Brilliant game, interior decorating app, learn-to-code primer, or something in between, the interactive, 3D spaces builder known as Rooms THERE went to the App Store. The startup, which earlier raised $10 million in seed funding led by a16z, offers a way to design 3D spaces — its “rooms” — filled with furniture, decor, pets, and small avatars. You can turn the rooms into mini-games, if you like.
The purpose of Rooms is simply to create and explore design, which is something that many people take a break from. However, this “digital equivalent of LEGO,” as the company describes it, also has an educational aspect to it.
First launched on the web earlier this year, the project was inspired by co-founder Jason Toff’s work in Google’s AR/VR division, including the now-shuttered VR and AR app-building service Poly and the 3D modeling tool for VR, Blocks. His co-founder Bruno Oliveira also worked with him at Google, while co-founder by Nick Kruge The background includes time on Smule, Umber, and Google’s YouTube.
The idea with Rooms is to offer an open-ended game where people use their designs as a form of self-expression. But you don’t just have to interact with objects in a visual format – you can also click to reveal code to further customize the hours using Lua, the coding language also used in Roblox. That helps introduce coding concepts to younger users. In fact, Toff told TechCrunch, many schools are choosing Rooms as a way to introduce kids to coding, as an alternative to something like code.org.
Some users just enjoy decorating their 3D spaces for fun.
“(Users of the rooms) want to decorate a room for the calming effects of just placing things and editing them. There is this whole movement that I learned about..cozy games,” explained Toff. Casual games are those that people play without an end goal, they are just for relaxation and rest. “People make rooms for the sake of making rooms.”

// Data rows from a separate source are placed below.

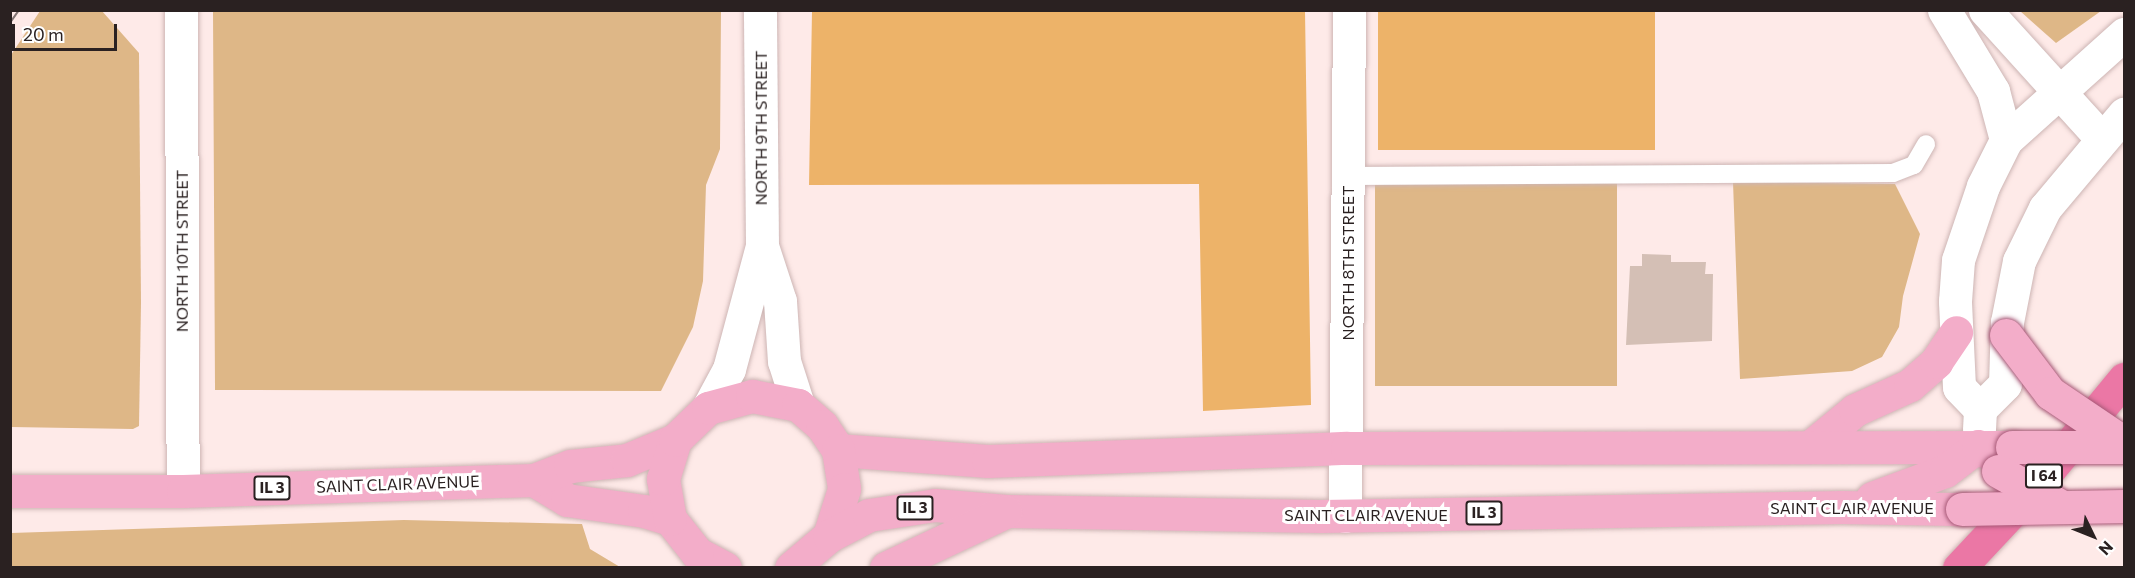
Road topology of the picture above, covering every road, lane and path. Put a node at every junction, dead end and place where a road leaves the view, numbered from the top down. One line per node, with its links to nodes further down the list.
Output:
1 (181, 10): 29 (main road, NORTH 10TH STREET)
2 (760, 10): 13 (main road, NORTH 9TH STREET)
3 (1349, 10): 12 (main road, NORTH 8TH STREET)
4 (1944, 10): 10 (main road)
5 (1985, 10): 7 (main road)
6 (2124, 34): 7 (main road)
7 (2058, 91): 9 (main road); 10 (main road)
8 (2124, 114): 9 (main road)
9 (2101, 138): 15 (main road)
10 (2006, 140): 14 (main road)
11 (1926, 144): 12 (lane)
12 (1348, 176): 24 (main road, NORTH 8TH STREET)
13 (762, 246): 17 (main road, NORTH 9TH STREET); 18 (main road, NORTH 9TH STREET)
14 (1956, 332): 19 (main road); 23 (main road)
15 (2006, 335): 19 (main road); 21 (main road, bridge)
16 (2124, 379): 40 (highway, I 64)
17 (798, 405): 18 (main road); 25 (main road)
18 (708, 408): 20 (main road)
19 (1980, 409): 22 (main road)
20 (675, 440): 27 (main road, SAINT CLAIR AVENUE / IL 3); 35 (main road)
21 (2124, 445): 26 (main road, bridge)
22 (1978, 446): 23 (main road); 26 (main road); 32 (main road)
23 (1810, 447): 24 (main road)
24 (1347, 448): 25 (main road); 34 (main road, NORTH 8TH STREET)
25 (838, 450): 36 (main road)
26 (2005, 459): 30 (main road, bridge)
27 (534, 480): 29 (main road, SAINT CLAIR AVENUE / IL 3); 35 (main road)
28 (10, 491): 29 (main road, SAINT CLAIR AVENUE / IL 3)
29 (183, 491)
30 (2060, 506): 31 (main road, SAINT CLAIR AVENUE / IL 3, bridge); 32 (main road, SAINT CLAIR AVENUE / IL 3, bridge)
31 (2124, 506)
32 (1842, 507): 34 (main road, SAINT CLAIR AVENUE / IL 3)
33 (1007, 511): 34 (main road, SAINT CLAIR AVENUE / IL 3); 36 (main road, SAINT CLAIR AVENUE / IL 3); 39 (main road)
34 (1345, 516)
35 (670, 519): 37 (main road)
36 (829, 536): 38 (main road, SAINT CLAIR AVENUE)
37 (708, 563)
38 (791, 567)
39 (886, 567)
40 (1959, 567)

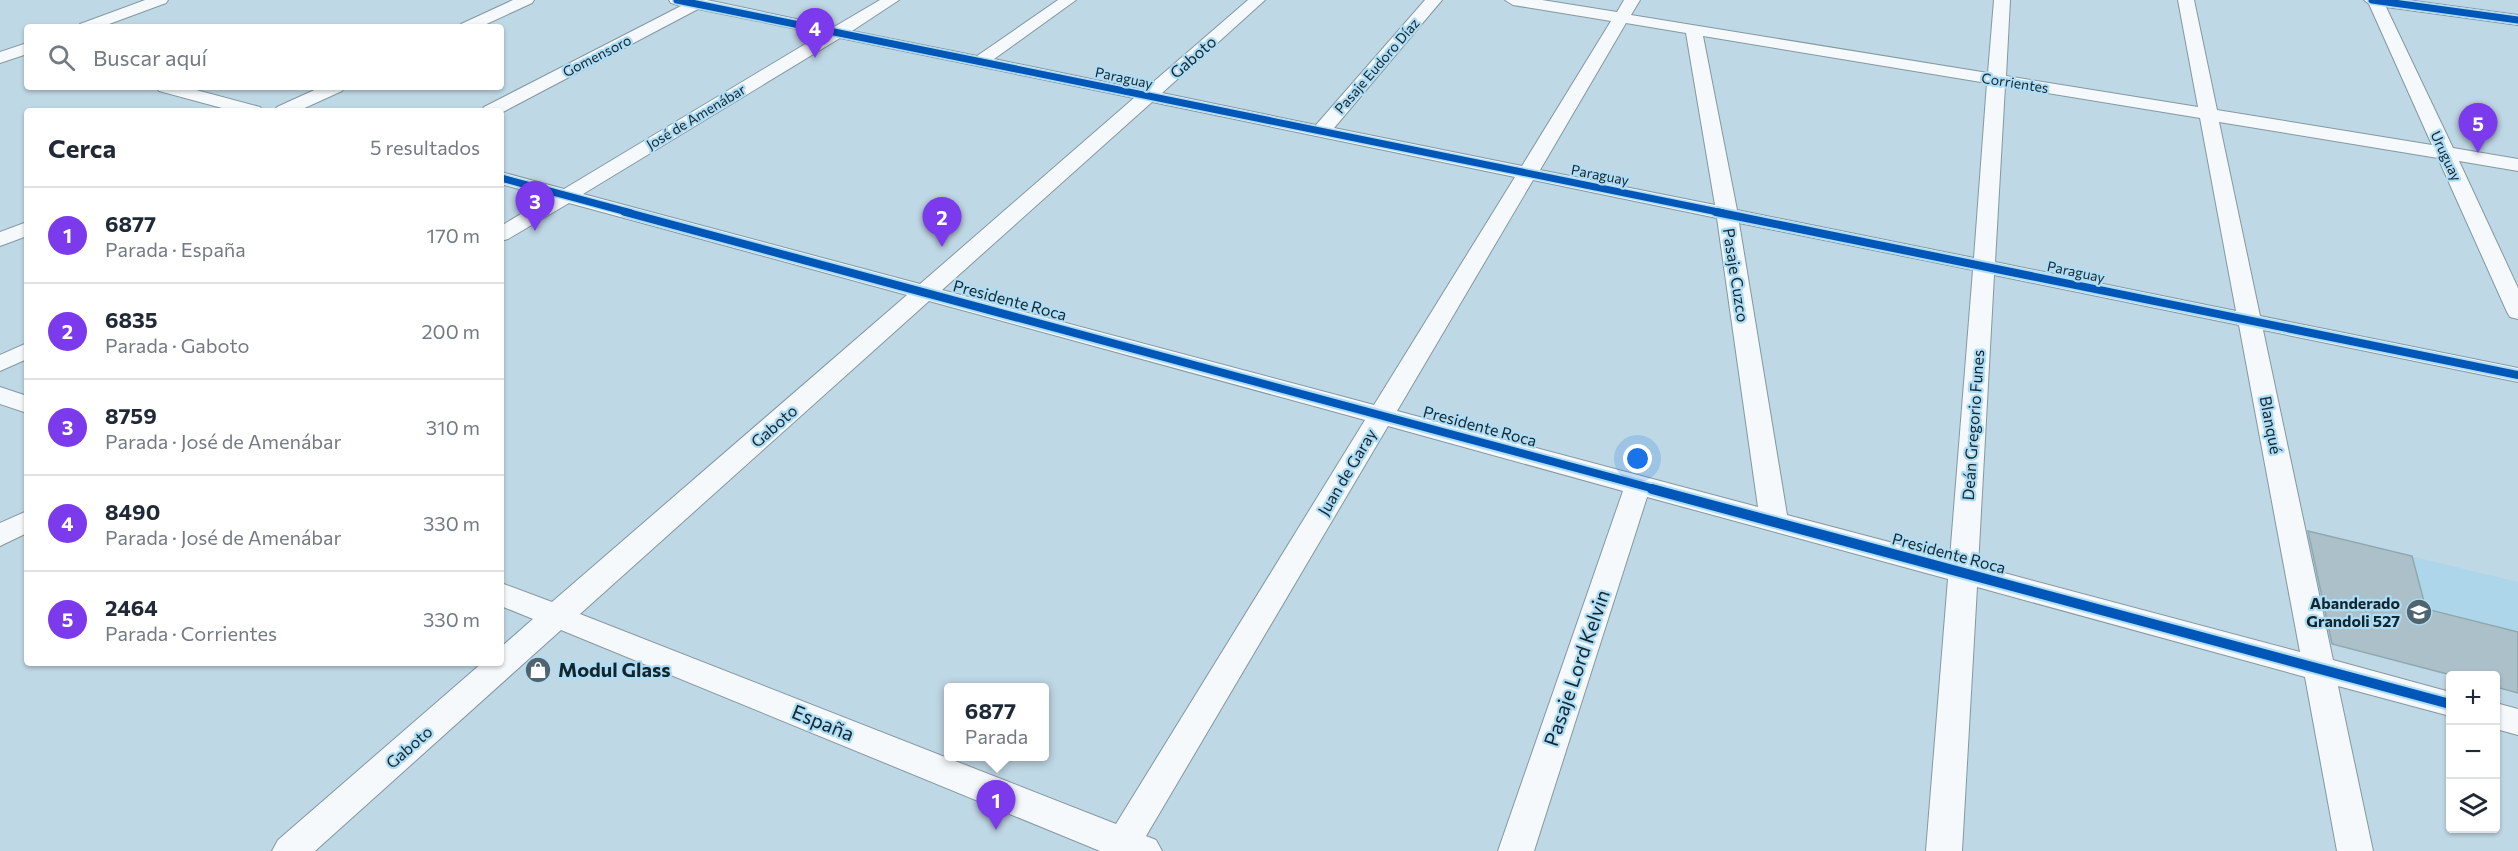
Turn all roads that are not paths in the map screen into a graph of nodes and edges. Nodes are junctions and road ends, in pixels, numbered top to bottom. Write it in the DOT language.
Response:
graph roads {
  1 [pos="160,0"];
  2 [pos="526,0"];
  3 [pos="891,0"];
  4 [pos="1068,0"];
  5 [pos="1257,0"];
  6 [pos="1434,0"];
  7 [pos="1513,0"];
  8 [pos="2002,0"];
  9 [pos="2186,0"];
  10 [pos="2374,0"];
  11 [pos="692,1"];
  12 [pos="1627,9"];
  13 [pos="2518,20"];
  14 [pos="94,24"];
  15 [pos="474,24"];
  16 [pos="1694,30"];
  17 [pos="836,33"];
  18 [pos="0,42"];
  19 [pos="24,48"];
  20 [pos="24,50"];
  21 [pos="0,58"];
  22 [pos="979,62"];
  23 [pos="1997,80"];
  24 [pos="176,90"];
  25 [pos="329,90"];
  26 [pos="1148,96"];
  27 [pos="243,108"];
  28 [pos="290,108"];
  29 [pos="496,108"];
  30 [pos="2209,115"];
  31 [pos="1321,131"];
  32 [pos="2445,153"];
  33 [pos="2518,165"];
  34 [pos="1527,174"];
  35 [pos="504,179"];
  36 [pos="566,195"];
  37 [pos="1727,214"];
  38 [pos="24,229"];
  39 [pos="504,233"];
  40 [pos="0,240"];
  41 [pos="1984,267"];
  42 [pos="925,292"];
  43 [pos="2518,312"];
  44 [pos="2250,321"];
  45 [pos="24,352"];
  46 [pos="0,364"];
  47 [pos="2518,375"];
  48 [pos="0,395"];
  49 [pos="24,404"];
  50 [pos="1382,415"];
  51 [pos="1638,485"];
  52 [pos="1774,521"];
  53 [pos="24,522"];
  54 [pos="0,536"];
  55 [pos="1963,572"];
  56 [pos="504,595"];
  57 [pos="556,617"];
  58 [pos="504,663"];
  59 [pos="500,666"];
  60 [pos="2318,668"];
  61 [pos="2446,703"];
  62 [pos="2500,717"];
  63 [pos="2518,722"];
  64 [pos="1128,848"];
  65 [pos="290,851"];
  66 [pos="1516,851"];
  67 [pos="1944,851"];
  68 [pos="2355,851"];
  1 -- 14 [label="street"];
  2 -- 15 [label="street"];
  3 -- 17 [label="street, José de Amenábar"];
  4 -- 22 [label="street"];
  5 -- 26 [label="street, Gaboto"];
  6 -- 31 [label="street, Pasaje Eudoro Díaz"];
  7 -- 12 [label="street, Corrientes"];
  8 -- 23 [label="street, Deán Gregorio Funes"];
  9 -- 30 [label="street, Blanqué"];
  10 -- 13 [label="street"];
  10 -- 32 [label="street, Uruguay"];
  11 -- 17 [label="street, Paraguay"];
  11 -- 29 [label="street, Gomensoro"];
  12 -- 16 [label="street, Corrientes"];
  12 -- 34 [label="street, Juan de Garay"];
  16 -- 23 [label="street, Corrientes"];
  16 -- 37 [label="street, Pasaje Cuzco"];
  17 -- 22 [label="street, Paraguay"];
  17 -- 36 [label="street, José de Amenábar"];
  18 -- 19 [label="street"];
  20 -- 21 [label="street"];
  22 -- 26 [label="street, Paraguay"];
  23 -- 30 [label="street, Corrientes"];
  23 -- 41 [label="street, Deán Gregorio Funes"];
  24 -- 27 [label="street"];
  25 -- 28 [label="street"];
  26 -- 31 [label="street, Paraguay"];
  26 -- 42 [label="street, Gaboto"];
  30 -- 32 [label="street, Corrientes"];
  30 -- 44 [label="street, Blanqué"];
  31 -- 34 [label="street, Paraguay"];
  32 -- 33 [label="street, Corrientes"];
  32 -- 43 [label="street, Uruguay"];
  34 -- 37 [label="street, Paraguay"];
  34 -- 50 [label="street, Juan de Garay"];
  35 -- 36 [label="street, Presidente Roca"];
  36 -- 39 [label="street, José de Amenábar"];
  36 -- 42 [label="street, Presidente Roca"];
  37 -- 41 [label="street, Paraguay"];
  37 -- 52 [label="street, Pasaje Cuzco"];
  38 -- 40 [label="street"];
  41 -- 44 [label="street, Paraguay"];
  41 -- 55 [label="street, Deán Gregorio Funes"];
  42 -- 50 [label="street, Presidente Roca"];
  42 -- 57 [label="street, Gaboto"];
  44 -- 47 [label="street, Paraguay"];
  44 -- 60 [label="street, Blanqué"];
  45 -- 46 [label="street"];
  48 -- 49 [label="street"];
  50 -- 51 [label="street, Presidente Roca"];
  50 -- 64 [label="street, Juan de Garay"];
  51 -- 52 [label="street, Presidente Roca"];
  51 -- 66 [label="street, Pasaje Lord Kelvin"];
  52 -- 55 [label="street, Presidente Roca"];
  53 -- 54 [label="street"];
  55 -- 60 [label="street, Presidente Roca"];
  55 -- 67 [label="street, Deán Gregorio Funes"];
  56 -- 57 [label="street, España"];
  57 -- 58 [label="street, Gaboto"];
  57 -- 64 [label="street, España"];
  59 -- 65 [label="street, Gaboto"];
  60 -- 61 [label="street, Presidente Roca"];
  60 -- 68 [label="street, Blanqué"];
  62 -- 63 [label="street"];
}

For that, there are some rooms Taylor Swift tributes or those built by K-pop fans, for example. Some people connect their rooms and others make them small, interactive games. Some people spend a lot of time in their rooms, designing almost professional-looking spaces that can serve as templates for real-world interior designs.
With the iOS app, which launched today, Rooms offers a TikTok-style vertically scrolling feed where you can explore different rooms created by the community. There are several feeds to choose from including a “For You” feed — which may later be algorithmic but is now more curated — as well as an Editor’s Pick feed and a New feed. As you scroll through the feed, you can like and share favorite rooms, or you can enter camera mode to take a snapshot of the room – which then notifies the creator. That picture can be added to your own room, as a decoration.
You can also design your rooms from scratch using over 6,000 items in the Rooms catalog, up from 1,000 when it launched on the web. The company first seeded its community with 1,000 Voxel 3D objects it commissioned from creators, which can be customized to your space.
Other people’s rooms can also be remixed – that is, used as a template for your own designs. (Original creator credit automatically follows when you remix, Toff notes.)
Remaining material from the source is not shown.